Lack of recognition of the pituitary peptide by the anti-sCT antisera was surprising, in particular, because the PAb antibody reveals, immunohistochemically, sCT-I in the mouse pituitary carcinoma cell line -TSH (16). The basis for this discrepancy is unclear but may be related to different reactivities in immunohistochemistry vs. RIA. Nonetheless, other anti-sCT sera have detected sCT-I release from anterior pituitary cells (15). Immunohistochemical staining of rat pituitaries with anti-hCT and anti-rCT sera has also been reported, although the pituitary CT cross-reacted with only 2 of 15 anti-hCT/rCT sera (4). Together, the data indicate that, whereas the pituitary CT shares structural epitopes with CT peptides, it is not identical to either sCT or rCT. This was confirmed by the amino acid composition analysis in Table 2 and by the unique molecular weight of 3267 Da. Recently, Shah et al. (31) reported that the anti-sCT serum used in their studies may recognize the N-terminal region of the sCT molecule containing the disulfide-bridged loop. This suggests that the pituitary CT and sCT may have similar N-terminal residues. As the N-terminus is highly conserved, it may also explain the cross-reactivity of the limited number of antirat/human CT antisera in the early immunohistochemical studies (4). If the principal site of sequence convergence between pituitary CT and sCT-like peptides is in the N-terminus, this would explain the lack of cross-reactivity with the 1464 and Peninsula anti-sCT sera, which are C-terminally directed.
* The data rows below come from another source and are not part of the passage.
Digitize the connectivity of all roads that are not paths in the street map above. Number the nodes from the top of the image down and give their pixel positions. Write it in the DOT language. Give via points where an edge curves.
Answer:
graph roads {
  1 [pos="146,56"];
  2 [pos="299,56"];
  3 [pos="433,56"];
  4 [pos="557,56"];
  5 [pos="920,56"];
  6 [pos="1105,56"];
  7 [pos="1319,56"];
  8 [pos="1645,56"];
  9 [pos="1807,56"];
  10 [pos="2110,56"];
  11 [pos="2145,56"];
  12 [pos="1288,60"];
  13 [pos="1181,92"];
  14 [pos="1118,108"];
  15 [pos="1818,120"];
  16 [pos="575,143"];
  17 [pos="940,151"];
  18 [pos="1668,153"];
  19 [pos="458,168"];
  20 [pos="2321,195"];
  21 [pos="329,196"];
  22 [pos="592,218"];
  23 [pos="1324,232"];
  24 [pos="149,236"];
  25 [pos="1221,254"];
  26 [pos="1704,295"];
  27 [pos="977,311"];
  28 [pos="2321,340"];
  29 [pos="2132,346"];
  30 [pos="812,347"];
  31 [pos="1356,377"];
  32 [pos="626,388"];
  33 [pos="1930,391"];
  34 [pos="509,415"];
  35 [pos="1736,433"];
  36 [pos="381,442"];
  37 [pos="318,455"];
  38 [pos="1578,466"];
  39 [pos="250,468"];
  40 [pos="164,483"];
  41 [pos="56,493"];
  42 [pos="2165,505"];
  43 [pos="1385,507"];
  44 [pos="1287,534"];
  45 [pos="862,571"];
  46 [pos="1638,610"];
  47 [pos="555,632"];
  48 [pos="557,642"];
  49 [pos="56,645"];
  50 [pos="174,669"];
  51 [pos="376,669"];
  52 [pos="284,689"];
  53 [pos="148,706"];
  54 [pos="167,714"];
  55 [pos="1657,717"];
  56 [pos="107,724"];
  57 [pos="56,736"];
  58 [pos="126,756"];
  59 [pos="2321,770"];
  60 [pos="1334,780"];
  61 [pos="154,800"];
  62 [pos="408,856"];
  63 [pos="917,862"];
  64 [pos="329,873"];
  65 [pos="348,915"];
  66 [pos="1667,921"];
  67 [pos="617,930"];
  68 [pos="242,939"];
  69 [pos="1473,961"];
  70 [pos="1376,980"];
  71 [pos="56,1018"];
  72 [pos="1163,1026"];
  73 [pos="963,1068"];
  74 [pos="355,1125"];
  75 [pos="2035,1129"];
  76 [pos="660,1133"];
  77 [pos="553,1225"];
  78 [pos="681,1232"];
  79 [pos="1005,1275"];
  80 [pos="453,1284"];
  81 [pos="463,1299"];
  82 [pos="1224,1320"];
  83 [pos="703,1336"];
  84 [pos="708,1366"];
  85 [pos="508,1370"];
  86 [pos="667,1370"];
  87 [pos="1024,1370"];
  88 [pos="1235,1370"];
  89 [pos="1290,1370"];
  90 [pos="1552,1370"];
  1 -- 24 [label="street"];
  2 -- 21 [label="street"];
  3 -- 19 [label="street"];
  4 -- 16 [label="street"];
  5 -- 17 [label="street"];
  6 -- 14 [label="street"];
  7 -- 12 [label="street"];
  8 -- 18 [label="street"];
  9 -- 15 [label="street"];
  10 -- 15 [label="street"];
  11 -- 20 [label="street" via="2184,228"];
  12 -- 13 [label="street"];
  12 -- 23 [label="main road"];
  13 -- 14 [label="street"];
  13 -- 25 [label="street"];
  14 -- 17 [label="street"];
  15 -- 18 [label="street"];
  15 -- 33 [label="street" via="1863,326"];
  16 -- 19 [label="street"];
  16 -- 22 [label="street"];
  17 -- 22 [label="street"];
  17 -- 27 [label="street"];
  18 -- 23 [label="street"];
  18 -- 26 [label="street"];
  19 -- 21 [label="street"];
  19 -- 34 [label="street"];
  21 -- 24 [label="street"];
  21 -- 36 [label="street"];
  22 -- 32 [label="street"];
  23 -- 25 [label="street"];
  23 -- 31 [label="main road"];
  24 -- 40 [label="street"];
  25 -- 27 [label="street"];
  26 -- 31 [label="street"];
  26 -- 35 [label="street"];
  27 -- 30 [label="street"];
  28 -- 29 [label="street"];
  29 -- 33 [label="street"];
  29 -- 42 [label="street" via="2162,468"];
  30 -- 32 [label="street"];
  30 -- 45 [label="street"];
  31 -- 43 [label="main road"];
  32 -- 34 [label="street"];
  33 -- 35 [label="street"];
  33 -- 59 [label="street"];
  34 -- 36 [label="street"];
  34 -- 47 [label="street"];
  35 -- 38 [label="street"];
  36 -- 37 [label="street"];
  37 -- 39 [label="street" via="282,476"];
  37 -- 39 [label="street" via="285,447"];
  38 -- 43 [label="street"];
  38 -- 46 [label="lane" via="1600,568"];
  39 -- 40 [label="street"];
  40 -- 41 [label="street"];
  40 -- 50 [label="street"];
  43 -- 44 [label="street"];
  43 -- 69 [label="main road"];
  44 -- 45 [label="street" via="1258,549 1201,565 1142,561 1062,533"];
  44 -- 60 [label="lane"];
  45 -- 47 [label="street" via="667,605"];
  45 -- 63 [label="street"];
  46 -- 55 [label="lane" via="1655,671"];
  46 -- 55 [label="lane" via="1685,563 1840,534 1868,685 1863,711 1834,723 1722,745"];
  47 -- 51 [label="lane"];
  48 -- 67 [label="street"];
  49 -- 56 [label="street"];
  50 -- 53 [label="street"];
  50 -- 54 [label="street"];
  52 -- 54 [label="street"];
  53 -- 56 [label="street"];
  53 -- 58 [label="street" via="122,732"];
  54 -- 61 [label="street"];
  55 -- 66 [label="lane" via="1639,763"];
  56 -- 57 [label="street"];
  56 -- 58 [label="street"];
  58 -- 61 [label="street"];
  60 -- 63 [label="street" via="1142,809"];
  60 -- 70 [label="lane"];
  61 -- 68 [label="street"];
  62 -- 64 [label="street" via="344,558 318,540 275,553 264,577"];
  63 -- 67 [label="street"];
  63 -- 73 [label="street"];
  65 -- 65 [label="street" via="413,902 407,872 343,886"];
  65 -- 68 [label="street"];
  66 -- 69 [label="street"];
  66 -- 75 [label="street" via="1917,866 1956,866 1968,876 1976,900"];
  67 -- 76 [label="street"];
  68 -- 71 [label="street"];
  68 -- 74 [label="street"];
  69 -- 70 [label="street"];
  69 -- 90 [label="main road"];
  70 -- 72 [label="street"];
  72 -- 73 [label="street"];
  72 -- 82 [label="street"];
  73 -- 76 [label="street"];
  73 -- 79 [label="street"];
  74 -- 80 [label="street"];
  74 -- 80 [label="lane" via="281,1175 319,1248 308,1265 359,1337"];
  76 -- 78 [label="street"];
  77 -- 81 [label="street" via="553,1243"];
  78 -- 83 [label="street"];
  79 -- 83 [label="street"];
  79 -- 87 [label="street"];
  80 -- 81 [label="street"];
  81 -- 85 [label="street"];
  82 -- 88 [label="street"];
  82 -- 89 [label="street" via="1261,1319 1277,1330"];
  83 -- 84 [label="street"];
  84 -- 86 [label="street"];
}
Conservation of sequence in the N-terminus is not surprising as this region of CT is both highly conserved across species and is crucial for the agonist activity of CT peptides (32). Structure-activity studies demonstrate that residues 3–6 of sCT are particularly important for its biological activity (32). In the current study, the pituitary CT activated adenylate cyclase in cell lines with heterologously expressed CT receptors. The specificity of the response was demonstrated by 1) the stimulation of cAMP production in CT receptor-containing cells but not in the CT receptor-negative cells, and 2) abolition of activity by the CT receptor antagonist, AC512. Thus, conservation within the N-terminal region of the peptide is likely. In contrast, considerable divergence in the mid to C-terminus of the peptides can be tolerated without major effect on peptide activity. Most of the amphiphilic core of sCT can be replaced with other residues of similar hydrophobicity without markedly impairing either the biological activity or the ability to bind CT receptors (33). Similarly, AC413, a chimeric analog of sCT(8, 9, 10, 11, 12, 13, 14, 15, 16, 17, 18, 19, 20, 21, 22, 23, 24, 25, 26, 27, 28, 29, 30, 31, 32) and amylin, which is approximately 50% substituted by amylin residues, maintains high affinity for CT receptors (34). Therefore, the lack of cross-reactivity with the C-terminally directed anti-sCT anti-sera used in this study is not necessarily surprising.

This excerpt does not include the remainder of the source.